Stored data entries

::::

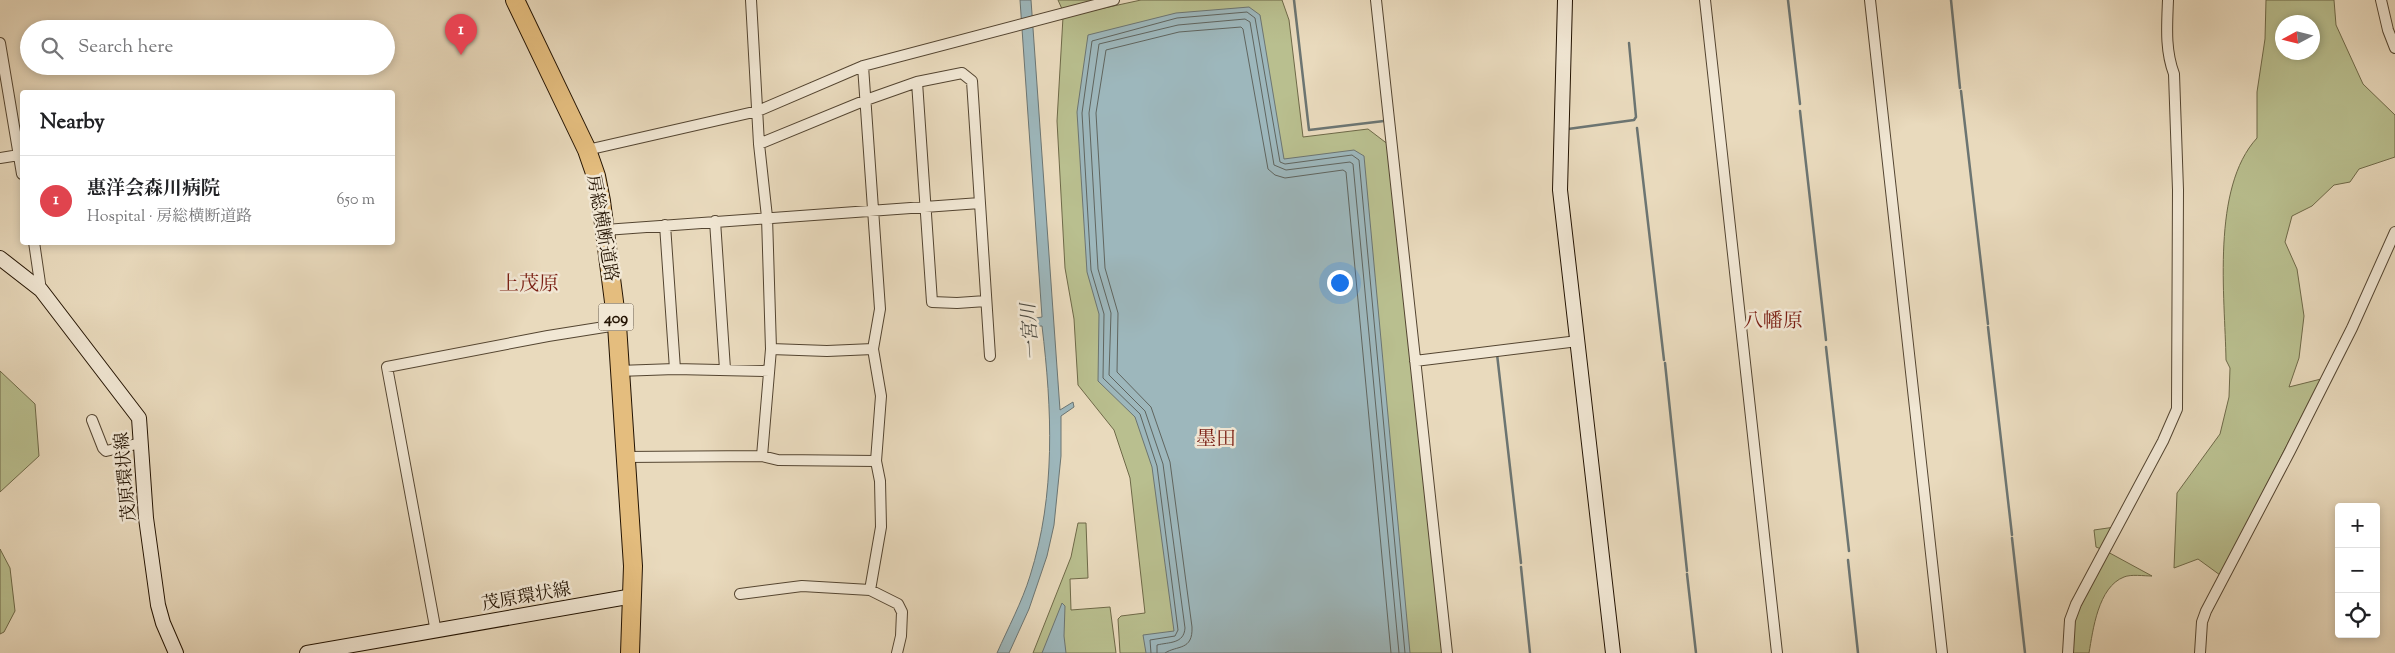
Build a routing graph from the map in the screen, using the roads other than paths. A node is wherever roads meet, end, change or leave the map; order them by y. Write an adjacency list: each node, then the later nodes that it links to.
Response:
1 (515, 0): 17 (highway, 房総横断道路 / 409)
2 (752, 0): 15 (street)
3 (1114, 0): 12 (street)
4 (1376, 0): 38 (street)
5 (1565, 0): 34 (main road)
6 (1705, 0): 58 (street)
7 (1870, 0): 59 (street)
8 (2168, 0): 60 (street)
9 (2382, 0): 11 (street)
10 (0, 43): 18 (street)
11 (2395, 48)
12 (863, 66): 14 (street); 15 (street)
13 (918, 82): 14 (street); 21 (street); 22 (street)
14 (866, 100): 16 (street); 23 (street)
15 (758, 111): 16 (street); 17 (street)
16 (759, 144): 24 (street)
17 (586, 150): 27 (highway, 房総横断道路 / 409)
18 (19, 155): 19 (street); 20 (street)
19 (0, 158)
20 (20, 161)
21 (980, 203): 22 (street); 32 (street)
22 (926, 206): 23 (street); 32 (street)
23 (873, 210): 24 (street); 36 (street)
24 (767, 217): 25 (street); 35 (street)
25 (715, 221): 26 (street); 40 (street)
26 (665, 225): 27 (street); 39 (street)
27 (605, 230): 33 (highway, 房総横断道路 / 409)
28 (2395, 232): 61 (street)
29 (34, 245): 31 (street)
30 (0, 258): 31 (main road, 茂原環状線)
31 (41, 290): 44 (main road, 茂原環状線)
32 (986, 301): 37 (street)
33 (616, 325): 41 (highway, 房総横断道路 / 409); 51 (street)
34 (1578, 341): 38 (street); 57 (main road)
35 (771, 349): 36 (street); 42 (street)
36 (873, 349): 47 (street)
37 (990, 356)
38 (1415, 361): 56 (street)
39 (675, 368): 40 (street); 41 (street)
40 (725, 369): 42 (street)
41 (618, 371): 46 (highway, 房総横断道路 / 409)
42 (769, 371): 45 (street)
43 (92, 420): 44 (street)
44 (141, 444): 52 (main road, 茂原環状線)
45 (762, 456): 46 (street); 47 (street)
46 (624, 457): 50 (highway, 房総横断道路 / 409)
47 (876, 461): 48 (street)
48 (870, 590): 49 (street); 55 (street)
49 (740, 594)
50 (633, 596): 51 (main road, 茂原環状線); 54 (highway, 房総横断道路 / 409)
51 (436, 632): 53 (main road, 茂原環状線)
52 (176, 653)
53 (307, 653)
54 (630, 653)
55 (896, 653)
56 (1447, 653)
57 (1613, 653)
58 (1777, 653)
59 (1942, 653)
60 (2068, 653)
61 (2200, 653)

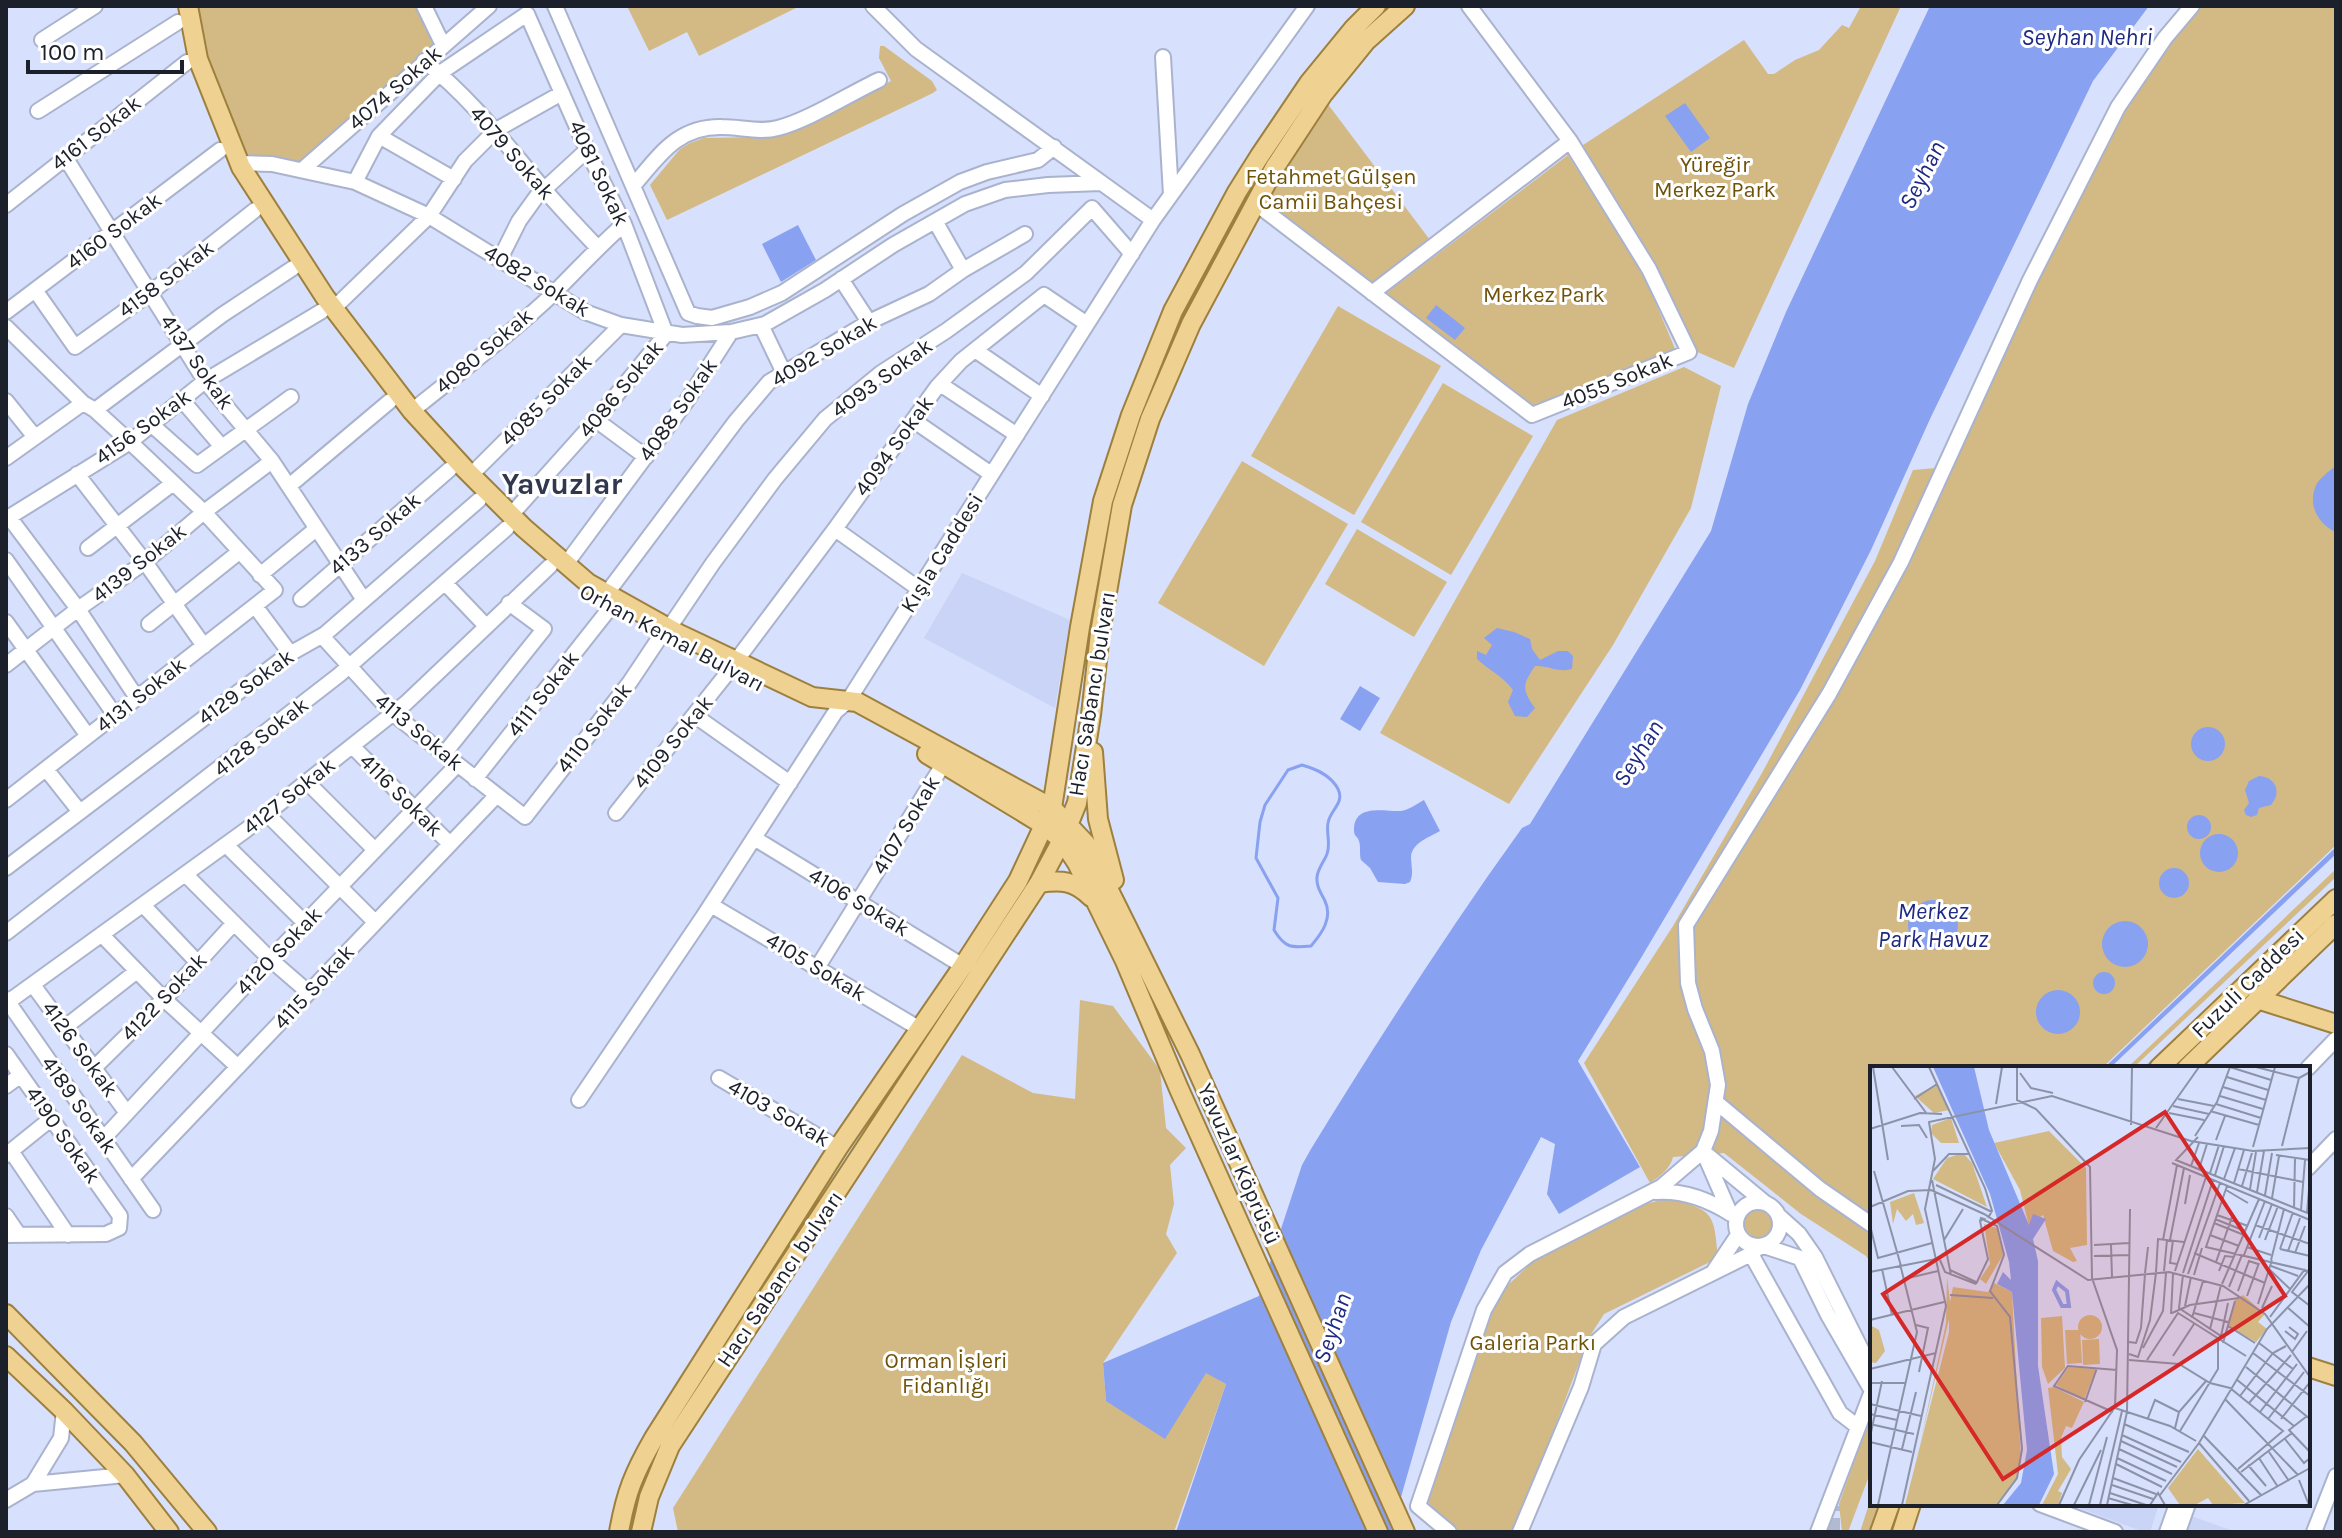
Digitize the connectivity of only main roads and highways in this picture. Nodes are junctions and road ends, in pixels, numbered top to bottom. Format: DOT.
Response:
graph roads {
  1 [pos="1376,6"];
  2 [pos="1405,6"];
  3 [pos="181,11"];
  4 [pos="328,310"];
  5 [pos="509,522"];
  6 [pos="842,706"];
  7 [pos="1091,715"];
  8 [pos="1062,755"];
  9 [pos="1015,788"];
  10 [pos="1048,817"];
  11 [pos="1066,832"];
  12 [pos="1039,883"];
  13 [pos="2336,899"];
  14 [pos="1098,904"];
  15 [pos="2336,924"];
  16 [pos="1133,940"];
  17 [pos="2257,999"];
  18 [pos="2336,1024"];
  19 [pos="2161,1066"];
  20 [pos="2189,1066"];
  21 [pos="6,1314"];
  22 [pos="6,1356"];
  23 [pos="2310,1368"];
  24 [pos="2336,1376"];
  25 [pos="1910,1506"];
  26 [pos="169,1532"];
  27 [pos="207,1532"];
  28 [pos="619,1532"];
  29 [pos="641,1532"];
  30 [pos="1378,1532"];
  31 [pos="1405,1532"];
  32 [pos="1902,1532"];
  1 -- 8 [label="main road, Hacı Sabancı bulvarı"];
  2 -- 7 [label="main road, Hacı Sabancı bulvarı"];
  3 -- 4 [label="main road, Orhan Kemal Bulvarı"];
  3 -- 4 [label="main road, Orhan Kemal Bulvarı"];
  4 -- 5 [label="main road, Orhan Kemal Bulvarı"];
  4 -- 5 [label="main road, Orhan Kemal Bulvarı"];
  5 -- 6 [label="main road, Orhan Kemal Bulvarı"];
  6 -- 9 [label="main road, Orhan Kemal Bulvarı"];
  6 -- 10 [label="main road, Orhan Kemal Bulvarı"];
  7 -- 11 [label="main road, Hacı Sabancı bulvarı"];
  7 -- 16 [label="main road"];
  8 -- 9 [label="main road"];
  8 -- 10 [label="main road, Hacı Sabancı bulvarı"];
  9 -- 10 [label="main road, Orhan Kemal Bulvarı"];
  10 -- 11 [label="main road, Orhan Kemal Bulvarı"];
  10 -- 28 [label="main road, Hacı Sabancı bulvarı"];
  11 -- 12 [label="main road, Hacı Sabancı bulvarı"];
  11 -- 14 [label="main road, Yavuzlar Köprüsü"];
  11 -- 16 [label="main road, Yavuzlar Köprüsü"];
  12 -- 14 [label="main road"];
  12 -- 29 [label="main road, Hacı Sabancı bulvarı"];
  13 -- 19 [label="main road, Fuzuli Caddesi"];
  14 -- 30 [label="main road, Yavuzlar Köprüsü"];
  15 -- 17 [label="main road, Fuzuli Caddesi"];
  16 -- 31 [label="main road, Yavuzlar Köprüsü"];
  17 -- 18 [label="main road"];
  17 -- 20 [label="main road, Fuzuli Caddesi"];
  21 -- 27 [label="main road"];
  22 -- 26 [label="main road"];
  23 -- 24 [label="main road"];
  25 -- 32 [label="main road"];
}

::::

EXERCISE DESCRIPTION = The entries above need to be repeated in full, word for word. Skip the images.

SOLUTION BELOW =
Build a routing graph from the map in the screen, using the roads other than paths. A node is wherever roads meet, end, change or leave the map; order them by y. Write an adjacency list: each node, then the later nodes that it links to.
Response:
1 (515, 0): 17 (highway, 房総横断道路 / 409)
2 (752, 0): 15 (street)
3 (1114, 0): 12 (street)
4 (1376, 0): 38 (street)
5 (1565, 0): 34 (main road)
6 (1705, 0): 58 (street)
7 (1870, 0): 59 (street)
8 (2168, 0): 60 (street)
9 (2382, 0): 11 (street)
10 (0, 43): 18 (street)
11 (2395, 48)
12 (863, 66): 14 (street); 15 (street)
13 (918, 82): 14 (street); 21 (street); 22 (street)
14 (866, 100): 16 (street); 23 (street)
15 (758, 111): 16 (street); 17 (street)
16 (759, 144): 24 (street)
17 (586, 150): 27 (highway, 房総横断道路 / 409)
18 (19, 155): 19 (street); 20 (street)
19 (0, 158)
20 (20, 161)
21 (980, 203): 22 (street); 32 (street)
22 (926, 206): 23 (street); 32 (street)
23 (873, 210): 24 (street); 36 (street)
24 (767, 217): 25 (street); 35 (street)
25 (715, 221): 26 (street); 40 (street)
26 (665, 225): 27 (street); 39 (street)
27 (605, 230): 33 (highway, 房総横断道路 / 409)
28 (2395, 232): 61 (street)
29 (34, 245): 31 (street)
30 (0, 258): 31 (main road, 茂原環状線)
31 (41, 290): 44 (main road, 茂原環状線)
32 (986, 301): 37 (street)
33 (616, 325): 41 (highway, 房総横断道路 / 409); 51 (street)
34 (1578, 341): 38 (street); 57 (main road)
35 (771, 349): 36 (street); 42 (street)
36 (873, 349): 47 (street)
37 (990, 356)
38 (1415, 361): 56 (street)
39 (675, 368): 40 (street); 41 (street)
40 (725, 369): 42 (street)
41 (618, 371): 46 (highway, 房総横断道路 / 409)
42 (769, 371): 45 (street)
43 (92, 420): 44 (street)
44 (141, 444): 52 (main road, 茂原環状線)
45 (762, 456): 46 (street); 47 (street)
46 (624, 457): 50 (highway, 房総横断道路 / 409)
47 (876, 461): 48 (street)
48 (870, 590): 49 (street); 55 (street)
49 (740, 594)
50 (633, 596): 51 (main road, 茂原環状線); 54 (highway, 房総横断道路 / 409)
51 (436, 632): 53 (main road, 茂原環状線)
52 (176, 653)
53 (307, 653)
54 (630, 653)
55 (896, 653)
56 (1447, 653)
57 (1613, 653)
58 (1777, 653)
59 (1942, 653)
60 (2068, 653)
61 (2200, 653)

Digitize the connectivity of only main roads and highways in this picture. Nodes are junctions and road ends, in pixels, numbered top to bottom. Format: DOT.
Response:
graph roads {
  1 [pos="1376,6"];
  2 [pos="1405,6"];
  3 [pos="181,11"];
  4 [pos="328,310"];
  5 [pos="509,522"];
  6 [pos="842,706"];
  7 [pos="1091,715"];
  8 [pos="1062,755"];
  9 [pos="1015,788"];
  10 [pos="1048,817"];
  11 [pos="1066,832"];
  12 [pos="1039,883"];
  13 [pos="2336,899"];
  14 [pos="1098,904"];
  15 [pos="2336,924"];
  16 [pos="1133,940"];
  17 [pos="2257,999"];
  18 [pos="2336,1024"];
  19 [pos="2161,1066"];
  20 [pos="2189,1066"];
  21 [pos="6,1314"];
  22 [pos="6,1356"];
  23 [pos="2310,1368"];
  24 [pos="2336,1376"];
  25 [pos="1910,1506"];
  26 [pos="169,1532"];
  27 [pos="207,1532"];
  28 [pos="619,1532"];
  29 [pos="641,1532"];
  30 [pos="1378,1532"];
  31 [pos="1405,1532"];
  32 [pos="1902,1532"];
  1 -- 8 [label="main road, Hacı Sabancı bulvarı"];
  2 -- 7 [label="main road, Hacı Sabancı bulvarı"];
  3 -- 4 [label="main road, Orhan Kemal Bulvarı"];
  3 -- 4 [label="main road, Orhan Kemal Bulvarı"];
  4 -- 5 [label="main road, Orhan Kemal Bulvarı"];
  4 -- 5 [label="main road, Orhan Kemal Bulvarı"];
  5 -- 6 [label="main road, Orhan Kemal Bulvarı"];
  6 -- 9 [label="main road, Orhan Kemal Bulvarı"];
  6 -- 10 [label="main road, Orhan Kemal Bulvarı"];
  7 -- 11 [label="main road, Hacı Sabancı bulvarı"];
  7 -- 16 [label="main road"];
  8 -- 9 [label="main road"];
  8 -- 10 [label="main road, Hacı Sabancı bulvarı"];
  9 -- 10 [label="main road, Orhan Kemal Bulvarı"];
  10 -- 11 [label="main road, Orhan Kemal Bulvarı"];
  10 -- 28 [label="main road, Hacı Sabancı bulvarı"];
  11 -- 12 [label="main road, Hacı Sabancı bulvarı"];
  11 -- 14 [label="main road, Yavuzlar Köprüsü"];
  11 -- 16 [label="main road, Yavuzlar Köprüsü"];
  12 -- 14 [label="main road"];
  12 -- 29 [label="main road, Hacı Sabancı bulvarı"];
  13 -- 19 [label="main road, Fuzuli Caddesi"];
  14 -- 30 [label="main road, Yavuzlar Köprüsü"];
  15 -- 17 [label="main road, Fuzuli Caddesi"];
  16 -- 31 [label="main road, Yavuzlar Köprüsü"];
  17 -- 18 [label="main road"];
  17 -- 20 [label="main road, Fuzuli Caddesi"];
  21 -- 27 [label="main road"];
  22 -- 26 [label="main road"];
  23 -- 24 [label="main road"];
  25 -- 32 [label="main road"];
}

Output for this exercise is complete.